The first decades of this century saw bankruptcy and merger greatly reduce the number of American car firms. In 1920, Walter Chrysler, a former vice-president at General Motors, joined the Willys-Overland company, once the number 2 car producer after Ford, and laid the groundwork for the Chrysler Corporation. Chrysler absorbed Maxwell-Chalmers and the Dodge brothers’ company, and introduced the Plymouth in 1929. The Lincoln Company became part of the Ford Corporation in 1921, and the Mercury was introduced in 1939.
The Studebaker and Packard, both introduced before 1902, eventually merged, and the Nash Company, founded by Charles Nash, who had replaced Durant at General Motors-joined the Hudson Company in the 1950’s to form the American Motors Corporation. As early as 1914, 75 percent of all American cars were manufactured by the ten largest companies.
The Rolls-Royce Corporation was founded in 1904 by two Englishmen named, you guessed it, Rolls and Royce.
The familiar Volkswagen “beetle” was first produced in 1938. By the 1950’s, Volkswagen was the largest car producer in Europe; and in 1972, the “beetle” surpassed the Model T in total sales for a single model, with over 15 million sold throughout the world.
The United States has been the leader in automobile production for many years. Over a million cars were produced here in 1916, and over 3 million in 1924, when there were some 15 million cars registered in America. In 1952, about 4 million American passenger cars rolled off the line, ten times the number produced by the second-rank ing nation, Great Britain. At the time, there was a car on the road here for every 3.5 persons alive, compared to, for example, one car per 564 persons in Japan. The second-ranking nation in car use was, surprisingly, New Zealand, with six persons for each car.
American dominance of the automobile market has slipped some what in recent years, yet the United States still ranks first in total production, with 6.7 million passenger cars turned out in 1975. Japan ranked second that year with 4.5 million cars, followed by West Germany and France with just under three million each, Great Britain and Italy with about 1.4 million each, Canada with one million, and the Soviet Union with 670,000.

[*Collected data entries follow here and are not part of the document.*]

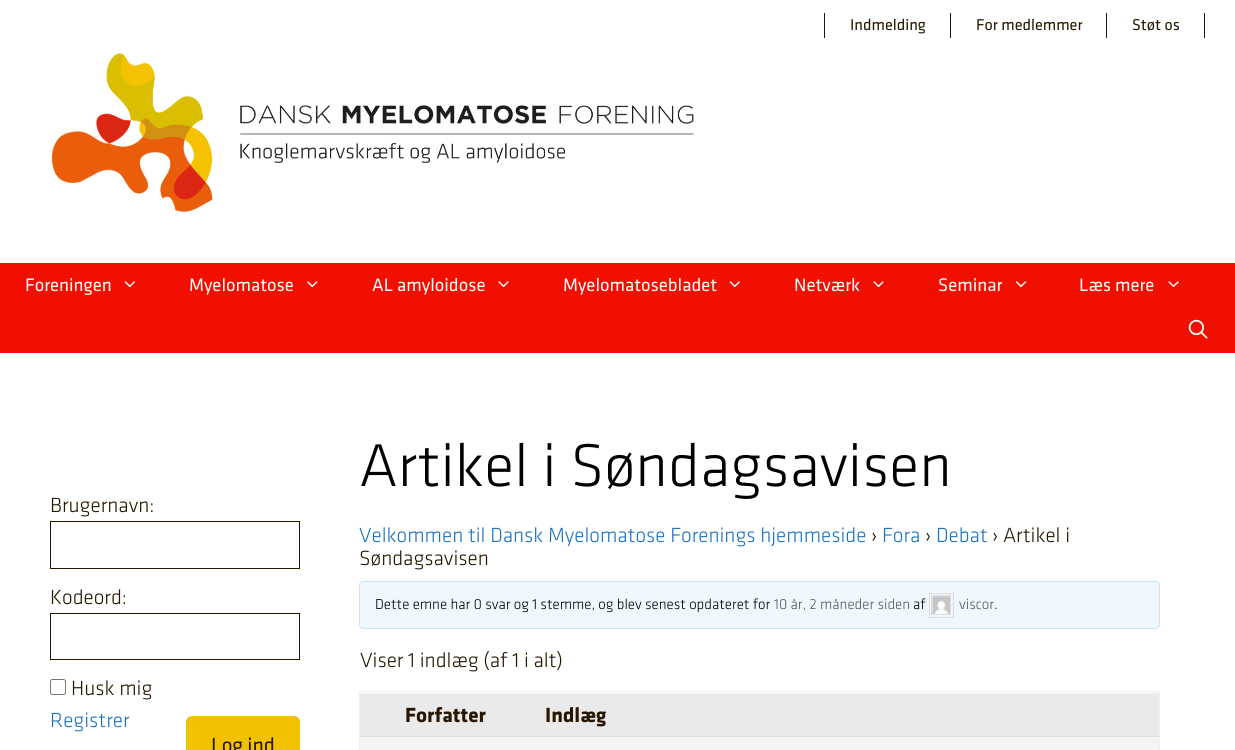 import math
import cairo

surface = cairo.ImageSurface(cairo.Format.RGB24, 1235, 750)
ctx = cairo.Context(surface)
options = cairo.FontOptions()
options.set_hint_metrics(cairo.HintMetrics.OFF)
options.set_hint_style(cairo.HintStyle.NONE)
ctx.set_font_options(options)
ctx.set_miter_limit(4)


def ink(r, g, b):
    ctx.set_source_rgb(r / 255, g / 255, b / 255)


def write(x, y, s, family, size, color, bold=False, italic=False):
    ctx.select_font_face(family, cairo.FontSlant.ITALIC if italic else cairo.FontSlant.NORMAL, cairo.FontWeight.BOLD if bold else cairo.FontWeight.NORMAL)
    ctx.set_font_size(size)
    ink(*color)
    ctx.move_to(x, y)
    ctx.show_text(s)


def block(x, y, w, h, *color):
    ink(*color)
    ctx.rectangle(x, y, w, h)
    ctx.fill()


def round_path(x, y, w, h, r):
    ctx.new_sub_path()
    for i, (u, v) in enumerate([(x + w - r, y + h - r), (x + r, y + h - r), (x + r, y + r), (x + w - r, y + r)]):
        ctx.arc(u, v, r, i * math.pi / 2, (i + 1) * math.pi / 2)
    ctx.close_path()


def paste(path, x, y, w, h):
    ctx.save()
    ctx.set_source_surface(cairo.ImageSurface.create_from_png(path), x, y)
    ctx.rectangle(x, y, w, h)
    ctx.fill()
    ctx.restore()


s1 = dict(family="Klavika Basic", size=16.25, color=(39, 22, 0))
s2 = dict(family="Klavika Basic", size=18.75, color=(255, 255, 255))
s3 = dict(family="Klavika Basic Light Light", size=21.25, color=(39, 22, 0))
s4 = dict(family="Klavika Basic Light Light", size=21.25, color=(30, 115, 190))
s5 = dict(family="Klavika Basic", size=21.25, color=(39, 22, 0))
s6 = dict(family="Klavika Basic Light Light", size=62.5, color=(0, 0, 0))
s7 = dict(family="Klavika Basic Light Light", size=15, color=(0, 0, 0))
s8 = dict(family="Klavika Basic Light Light", size=15, color=(85, 85, 85))
s9 = dict(family="Klavika Basic", size=21.25, color=(39, 22, 0), bold=True)

ink(255, 255, 255)
ctx.paint()
block(824, 13, 1, 25, 39, 22, 0)
write(850, 30, "Indmelding", **s1)
block(950, 13, 1, 25, 39, 22, 0)
write(976, 30, "For medlemmer", **s1)
block(1106, 13, 1, 25, 39, 22, 0)
write(1132, 30, "Støt os", **s1)
block(1204, 13, 1, 25, 39, 22, 0)
paste("pic1.png", 51, 53, 643, 159)
block(0, 263, 1235, 90, 240, 15, 0)
write(25, 291, "Foreningen", **s2)
paste("pic2.png", 124, 281, 11, 7)
write(189, 291, "Myelomatose", **s2)
paste("pic3.png", 307, 281, 11, 7)
write(372, 291, "AL amyloidose", **s2)
paste("pic4.png", 498, 281, 11, 7)
write(563, 291, "Myelomatosebladet", **s2)
paste("pic2.png", 729, 281, 11, 7)
write(794, 291, "Netværk", **s2)
paste("pic4.png", 873, 281, 11, 7)
write(938, 291, "Seminar", **s2)
paste("pic5.png", 1015, 281, 12, 7)
write(1079, 291, "Læs mere", **s2)
paste("pic4.png", 1168, 281, 11, 7)
paste("pic6.png", 1188, 319, 20, 20)
write(50, 512, "Brugernavn:", **s3)
ctx.rectangle(50.5, 521.5, 249, 47)
ctx.set_line_width(1)
ctx.stroke()
write(50, 604, "Kodeord:", **s3)
ctx.rectangle(50.5, 613.5, 249, 46)
ctx.stroke()
round_path(50.5, 679.5, 15, 15, 2)
ink(118, 118, 118)
ctx.stroke()
write(71, 695, "Husk mig", **s3)
write(50, 727, "Registrer", **s4)
ink(242, 194, 0)
round_path(186, 716, 114, 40, 6)
ctx.fill()
write(211, 752, "Log ind", **s5)
write(359, 486, "Artikel i Søndagsavisen", **s6)
write(359, 542, "Velkommen til Dansk Myelomatose Forenings hjemmeside", **s4)
write(871, 542, "›", **s3)
write(882, 542, "Fora", **s4)
write(925, 542, "›", **s3)
write(936, 542, "Debat", **s4)
write(992, 542, "› Artikel i", **s3)
write(359, 565, "Søndagsavisen", **s3)
ink(240, 248, 255)
round_path(359.5, 581.5, 800, 47, 3.5)
ctx.fill_preserve()
ink(206, 225, 239)
ctx.stroke()
write(375, 609, "Dette emne har 0 svar og 1 stemme, og blev senest opdateret for", **s7)
write(774, 609, "10 år, 2 måneder siden", **s8)
write(913, 609, "af", **s7)
ctx.rectangle(929.5, 593.5, 24, 24)
ink(221, 221, 221)
ctx.stroke()
ctx.rectangle(931.5, 595.5, 19, 19)
ctx.stroke()
paste("pic7.png", 932, 596, 18, 18)
write(959, 609, "viscor", **s8)
write(994, 609, ".", **s7)
write(360, 667, "Viser 1 indlæg (af 1 i alt)", **s3)
ctx.rectangle(359.5, 691.5, 800, 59)
ink(238, 238, 238)
ctx.stroke()
block(360, 694, 799, 42, 234, 234, 234)
block(360, 693, 799, 1, 238, 238, 238)
write(405, 722, "Forfatter", **s9)
write(545, 722, "Indlæg", **s9)
block(360, 737, 799, 13, 244, 244, 244)
block(360, 736, 799, 1, 221, 221, 221)
surface.write_to_png("screenshot.png")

What is the most popular car in America? For years it’s been the Chevrolet. In 1975, 1.6 million new Chevies left the assembly line, while the Ford ranked second with 1.3 million cars, followed in order by the Oldsmobile, Buick, Pontiac, Plymouth, Mercury, Dodge, and Cadillac. Among American auto manufacturers, General Motors was far and away the leader, with 3.6 million cars produced; Ford was second with 1.8 million, Chrysler third with 900,000, and American Motors fourth with 320,000.
In 1978, there were about 107 million passenger cars registered throughout this country, and 125 million licensed drivers. Car registration began here in 1901, in New York State. The first license plates appeared in France in 1893.
England’s first license plate, Al, was purchased in 1903 by Lord Russell, after an overnight wait outside the license bureau office, and that plate was reportedly sold to a collector in 1973 for $35,000! As late as 1909, driving licenses were required in only twelve American states, when there were few traffic laws of any kind. The first modern traffic light, in fact, did not appear until 1914, on Euclid Avenue, Cleveland, Ohio. And in England driving tests were not required for would-be drivers until 1935!